CART cells derived from a Tn-glycopeptide-specific Ab can recognize multiple different Tn-glycopeptide antigens. Biotinylated Tn glycopeptides containing epitopes found in Jurkat cancer cells were immobilized on a streptavidin-coated plate surface, and tested for recognition by 237Ab or 5E5Ab binding, or activation of 237CART or 5E5CART cells, as described in Figure 5. (A) 237CART cells made from the murine Tn-PDPN–specific 237Ab recognized multiple different Tn-glycopeptide antigens from Jurkat cancer cells not predicted by the 237Ab binding. (B) 5E5CART cells made from the Tn-MUC1–specific 5E5Ab exhibited similar reactivity upon recognition of Tn-MUC1 or Tn-PDPN, while 5E5Ab only had detectable binding to Tn-MUC1. Mean ± SEM, n = 3 from 3 independent experiments.

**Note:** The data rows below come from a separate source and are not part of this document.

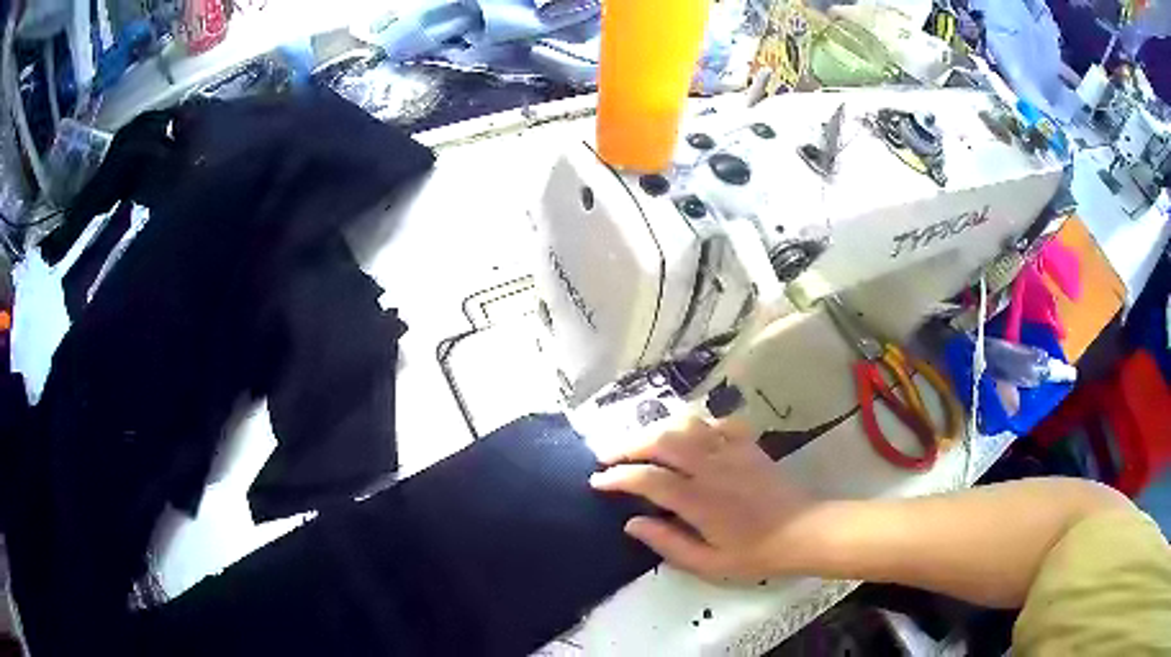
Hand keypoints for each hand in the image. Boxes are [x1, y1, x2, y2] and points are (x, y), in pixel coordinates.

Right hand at [590, 415, 817, 581]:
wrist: (803, 532)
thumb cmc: (755, 554)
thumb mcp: (708, 563)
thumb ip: (668, 543)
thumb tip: (633, 523)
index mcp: (700, 500)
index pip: (648, 479)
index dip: (617, 477)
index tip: (597, 481)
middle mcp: (712, 468)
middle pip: (662, 440)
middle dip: (628, 445)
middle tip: (609, 457)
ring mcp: (732, 451)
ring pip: (686, 424)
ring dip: (657, 430)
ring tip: (642, 444)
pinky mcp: (748, 444)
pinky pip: (717, 422)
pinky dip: (696, 425)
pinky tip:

The significance of the difference between each group at the highest peptide coating concentration in comparison to that of the non–Tn-glycosylated GTKPPLEE group was examined by 1-way ANOVA followed by Dunnett’s test. ns indicates P > 0.05; *P ≤ 0.05, **P ≤ 0.01, ***P ≤ 0.001, ****P ≤ 0.0001.
As a test for the generality of our observation that a CAR derived from a Tn-glycopeptide-specific Ab would react with more Tn glycopeptides than predicted by the corresponding Ab, we examined 5E5CART cells derived from 5E5Ab, which was generated by immunizing mice with Tn-glycosylated human mucin 1 (Tn-MUC1) (13, 14). While 5E5Ab only recognized Tn-MUC1 (Figure 6B), 5E5CART cells also recognized Tn-PDPN (Figure 6B), which was not predicted by 5E5Ab binding. The pattern of cross-reactivity was different between 237CART and 5E5CART cells, since 5E5CART cells were not activated by several Tn glycopeptides that activated 237CART (Figure 6A). Consistent with the notion that 5E5CART cells recognized more Tn glycopeptides than that predicted by 5E5Ab binding, we also found that 5E5CART not only killed cancers expressing Tn-MUC1 as reported (15), but also COSMC-mutant cancers that expressed neither MUC1 nor murine PDPN (Figure 7), supporting the generality of our discovery made with 237CART cells.
5E5CART cells preferentially, but not exclusively, recognize cancer cells expressing Tn-MUC1 or murine Tn-PDPN. The COSMC-mutant or –wild-type, MUC1/PDPN-positive or -negative variants of each parental cell line were generated as described in the Methods. 5E5CART cells were tested for lytic activity in a 4-hour 51Cr release assay upon recognition of human and murine cancer cell lines in the presence or absence of Tn-MUC1 expression (left panels) or murine Tn-PDPN expression (right panel). Mean ± SEM, n = 2 from 2 independent experiments.
Our study shows that multiple different cancer-specific antigens on a single cancer cell can be targeted by 237CART cells. This broad reactivity to Tn-glycosylated antigens was not predicted by the specificity of the 237Ab. Two complementary explanations present themselves. One is that the 237Ab single-chain variable fragment (scFv) used in the 237CAR construction has a different specificity than the original 237Ab due to conformational changes. Such a model of broadened specificity is consistent with previous reports that some proteins such as enzymes and Abs may have polyfunctional combining regions for recognition of structurally related ligands (16, 17).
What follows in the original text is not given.